What about creating a new metatable in this instance? Can I make that work? I think maybe.
function Foo:lock()
local meta = getmetatable(self)
local mt = {}
mt.__newindex = function(obj,key,val)
error("tried to assign "..key)
end
mt.__index = meta
setmetatable(self, mt) -- turns out not to be needed
end
Here we get our existing metatable, and create a new one. We put our __newindex
into the new one, and set __index
in our new one to point to the existing one. Then we set our own metatable to our new one, which points to the old one for __index
, which will bounce twice and then find methods as before.
And both my tests run!
Let’s robustify a bit.
_:test("Multiple classes", function()
local f1 = Foo()
local f2 = Foo()
f1:create("a")
f2:create("a")
f1:lock()
f2:create("b")
_:expect(f2.b).is("b")
_:expect(function() f1:create("b") end).throws("tried to assign b")
_:expect(f1.b).is(nil)
local f3 = Foo()
f3:create("xxx")
_:expect(f3.xxx).is("xxx")
_:expect(function() f1:create("xxx") end).throws("tried to assign xxx")
end)
Test still runs! I think we’ve got it. We have a way to write a method lock
that will prevent further creation of member variables in that instance. It can still create new instances, and the methods are still looked up as they should be.

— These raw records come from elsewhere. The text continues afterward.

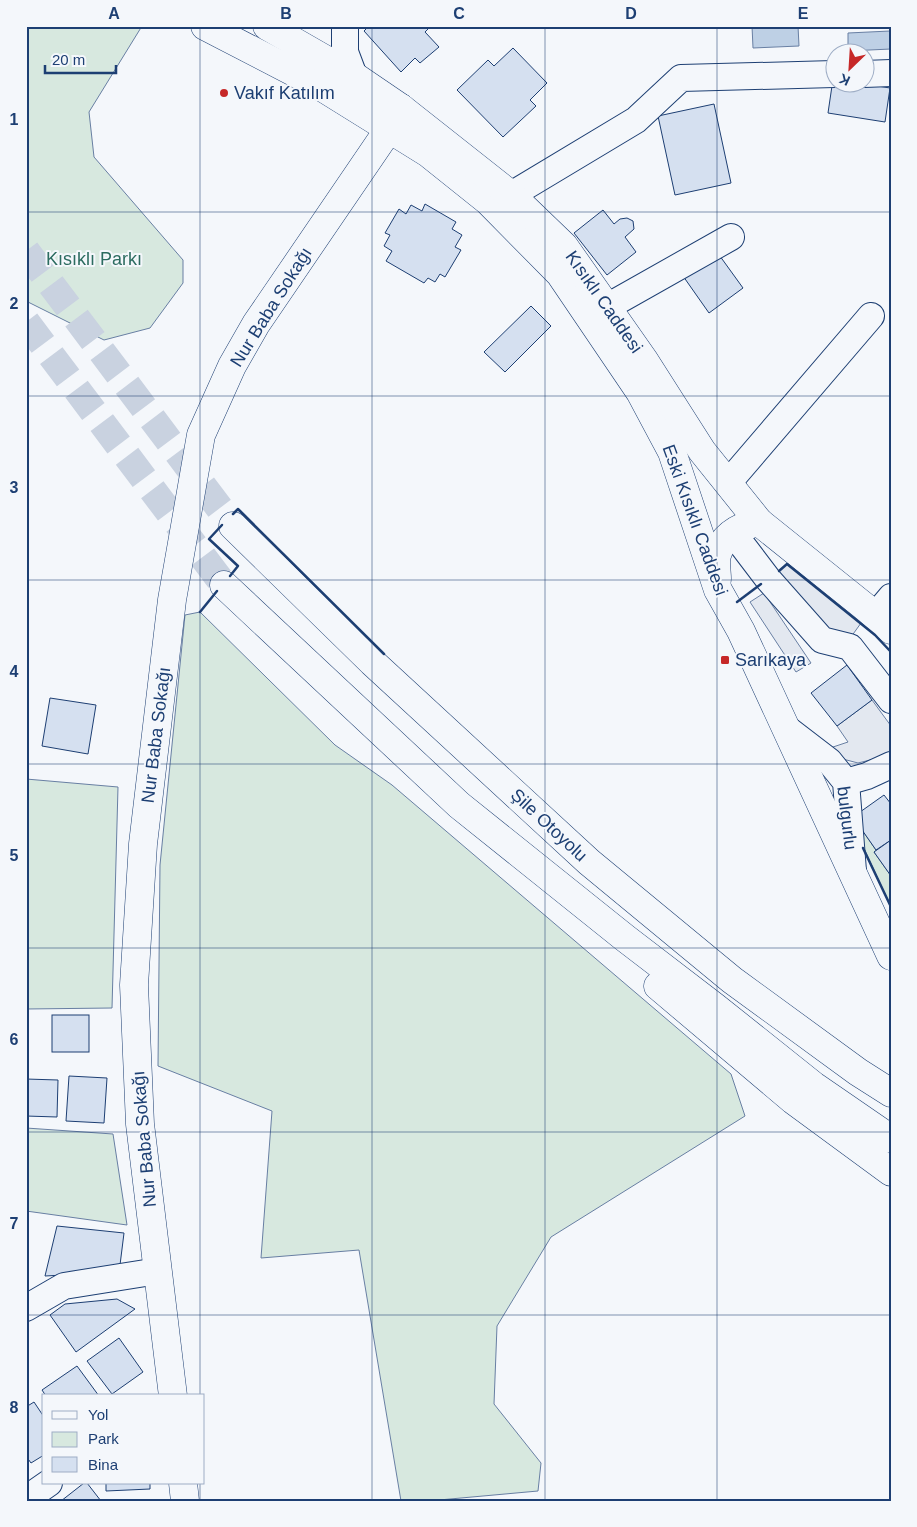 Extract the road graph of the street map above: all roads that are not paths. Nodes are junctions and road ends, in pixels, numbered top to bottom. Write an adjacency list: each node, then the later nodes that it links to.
1 (204, 26): 8 (main road, Kısıklı Caddesi)
2 (267, 26): 7 (main road, Kısıklı Caddesi)
3 (345, 26): 7 (street)
4 (891, 73): 6 (street)
5 (824, 74): 9 (street)
6 (874, 74)
7 (354, 76): 8 (main road, Kısıklı Caddesi)
8 (395, 119): 9 (main road, Kısıklı Caddesi); 18 (main road, Eski Kısıklı Caddesi); 30 (main road, Nur Baba Sokağı)
9 (511, 194): 11 (main road, Kısıklı Caddesi)
10 (731, 237): 11 (street)
11 (607, 307): 13 (main road, Kısıklı Caddesi)
12 (871, 316): 13 (street)
13 (728, 483): 14 (main road, Kısıklı Caddesi)
14 (759, 522): 16 (main road); 19 (main road, Kısıklı Caddesi)
15 (233, 526): 27 (main road, Şile Otoyolu)
16 (733, 533): 18 (main road); 20 (street)
17 (224, 585): 24 (main road)
18 (717, 586): 21 (main road, Eski Kısıklı Caddesi)
19 (886, 614)
20 (891, 700)
21 (786, 728): 23 (street, bulgurlu); 25 (main road, Eski Kısıklı Caddesi)
22 (891, 765): 23 (street)
23 (846, 782): 25 (street, bulgurlu)
24 (459, 805): 28 (main road); 29 (main road)
25 (853, 874): 26 (main road, Eski Kısıklı Caddesi)
26 (891, 956)
27 (891, 1093)
28 (891, 1139)
29 (891, 1172)
30 (158, 1272): 31 (street); 32 (main road, Nur Baba Sokağı)
31 (26, 1308)
32 (172, 1394)
33 (48, 1484): 35 (street)
34 (183, 1484): 36 (main road)
35 (26, 1499)
36 (185, 1501) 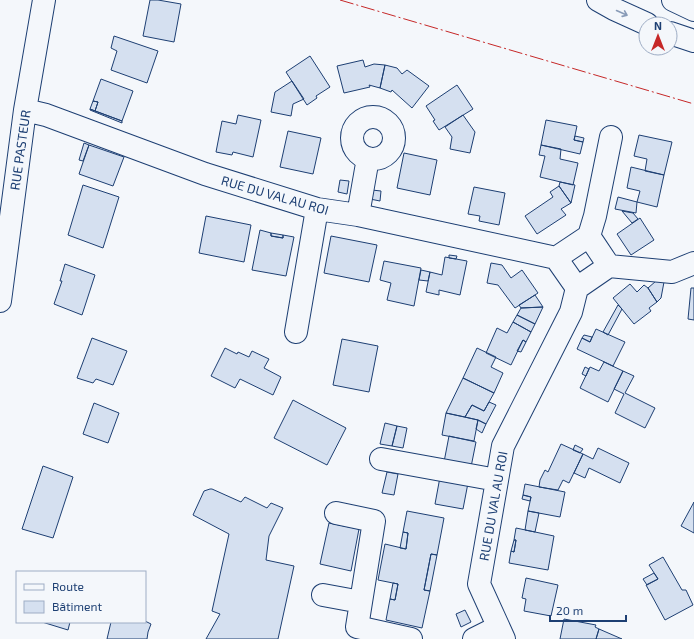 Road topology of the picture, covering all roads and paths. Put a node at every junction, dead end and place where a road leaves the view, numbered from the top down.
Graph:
1 (44, 0) edge
2 (598, 0) edge
3 (673, 0) edge
4 (694, 10) edge
5 (638, 20) edge
6 (678, 35) edge
7 (694, 40) edge
8 (25, 110) junction
9 (611, 137) dead end
10 (368, 158) dead end
11 (318, 209) junction
12 (358, 215) junction
13 (589, 236) junction
14 (3, 257) edge
15 (556, 258) junction
16 (694, 263) edge
17 (609, 266) junction
18 (577, 288) junction
19 (0, 301) edge
20 (296, 332) dead end
21 (381, 459) dead end
22 (497, 480) junction
23 (336, 513) dead end
24 (323, 595) dead end
25 (361, 602) junction
26 (501, 633) edge
27 (411, 639) edge
28 (474, 639) edge

1 - 8 street, RUE PASTEUR
2 -> 5 street
3 - 4 street
6 - 7 street
8 - 11 street, RUE DU VAL AU ROI
8 - 14 street, RUE PASTEUR
9 - 13 street
10 - 12 street
11 - 12 street, RUE DU VAL AU ROI
11 - 20 street
12 - 15 street, RUE DU VAL AU ROI
13 - 15 street
13 - 17 street
14 - 19 street, RUE PASTEUR
15 - 18 street
16 - 17 street
17 - 18 street
18 - 22 street, RUE DU VAL AU ROI
21 - 22 street
22 - 26 street, RUE DU VAL AU ROI
23 - 25 street
24 - 25 street
25 - 27 street
26 - 28 street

So the spike, I think, is a success. We have written 75 lines of code and test to determine that this method locks an instance from creating new member variables:
function Foo:lock()
local meta = getmetatable(self)
local mt = {}
mt.__newindex = function(obj,key,val)
error("tried to assign "..key)
end
mt.__index = meta
setmetatable(self, mt)
end
Here’s what we’ve done with lock()
:
Seventy-five lines to get nine. Not a great ROI, but this stuff is tricky. Now that we can lock an instance, we can look at ways to allow it to initialize members and then lock. That may be tricky, because nil members are removed not set to nil explicitly. I think we’ll be returning to this little project to deal with that.